Marinetti formulierte zwei Voraussetzungen für eine perfekte Mahlzeit: Originalität und Perfektion bei der Tischgestaltung - so empfahl er den Einsatz von Parfum am Tisch, um das Speisen noch sinnlicher zu gestalten - und "absolute Originalität" bei den Gerichten selbst.
Er trat für modellierte Speisen ein und forderte Fleischskulpturen, die in erster Linie die Augen und die Fantasie ansprechen sollten. Messer und Gabel wollte er komplett abschaffen.

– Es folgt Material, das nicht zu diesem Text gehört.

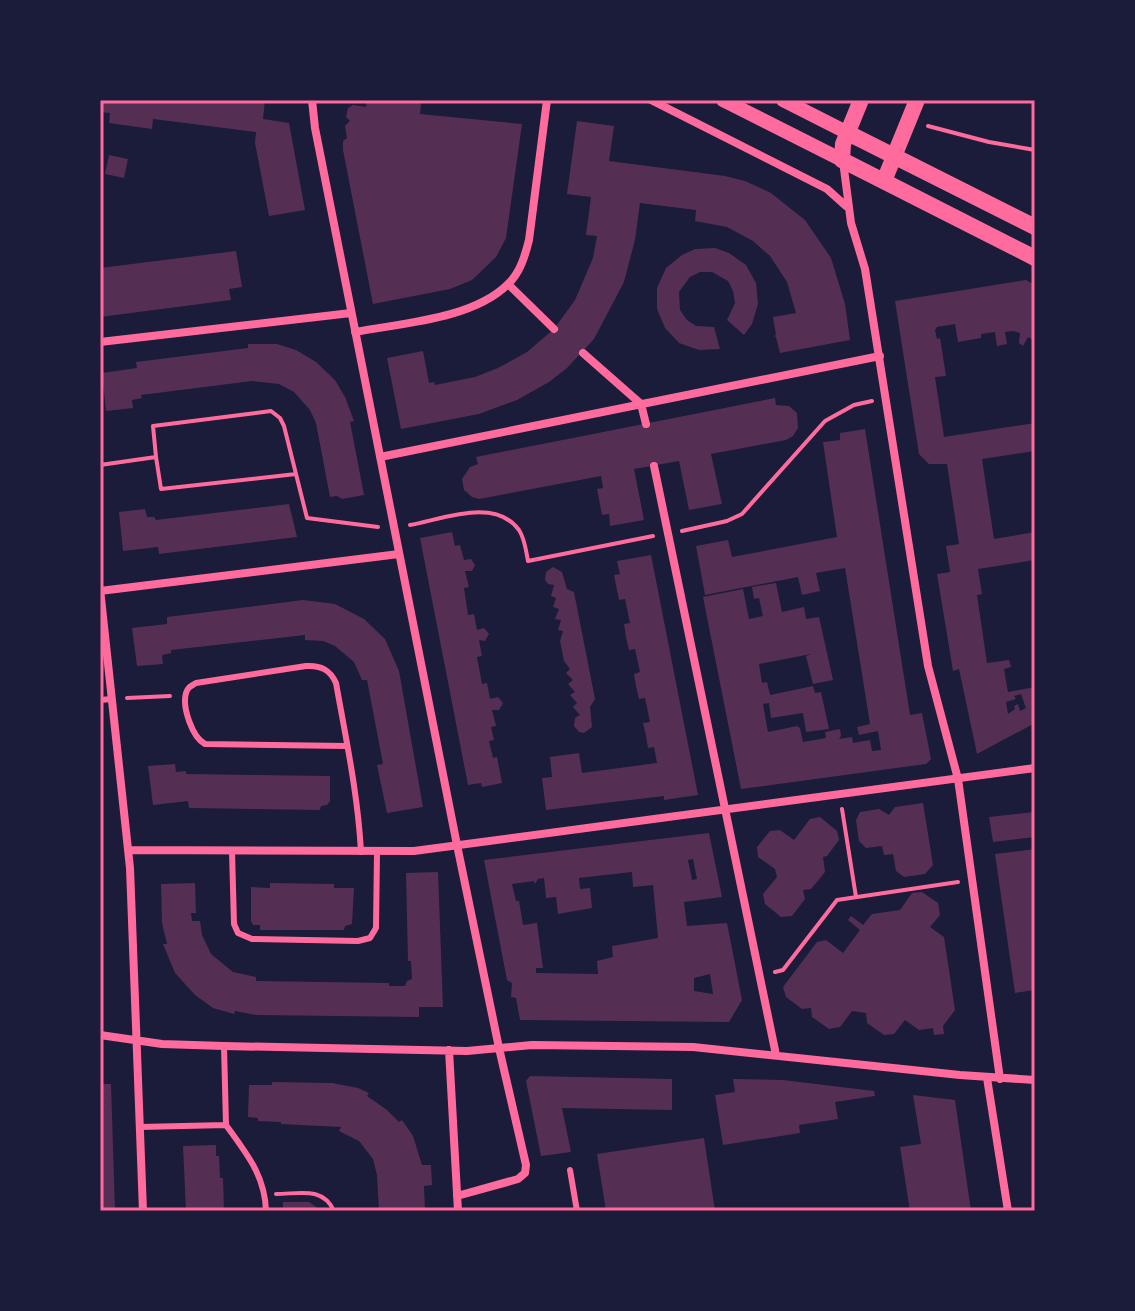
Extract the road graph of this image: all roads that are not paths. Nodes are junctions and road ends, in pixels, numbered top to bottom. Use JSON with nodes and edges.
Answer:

"Die erste menschliche Küche"
Kurz nach der Veröffentlichung des Manifests wurde in Turin die "Gaststätte zum Heiligen Gaumen" eröffnet, das erste futuristische Restaurant - für Marinetti ein Ereignis in derselben Größenordnung wie die Entdeckung Amerikas, wie die "Welt" jüngst schrieb: "Bis jetzt haben sich die Menschen wie Ameisen, Mäuse, Katzen und Ochsen ernährt. Durch uns Futuristen entsteht die erste menschliche Küche."
Gestähltes Hendl
Die Speisekarte und ein 1932 erschienenes "Futuristisches Kochbuch" enthielten Gerichte wie das "Exaltierte Schwein", eine Salamischeibe, eingelegt in Espresso und verfeinert mit einem Spritzer Eau de Cologne. Als Hommage ans Automobil schuf Marinetti das "Huhn Fiat", das mit Stahlkugeln gefüllt und mit Schlagobers serviert werden sollte.
Am Rande einer Ausstellung in Paris lud man 1931 zum futuristischen Bankett, bei dem als Vorspeise etwa "eine schneeweiße Oblate, die Anchovis enthält", gereicht wurde, wie ein Besucher schrieb.
Adrias Manifest
Aus Adrias oder Blumenthals Laborküchen könnte das ebenso stammen wie das in Milch gekochte Kalbshirn, das Teil eines Gerichts namens "Meerestafel der befreiten Worte" sein sollte.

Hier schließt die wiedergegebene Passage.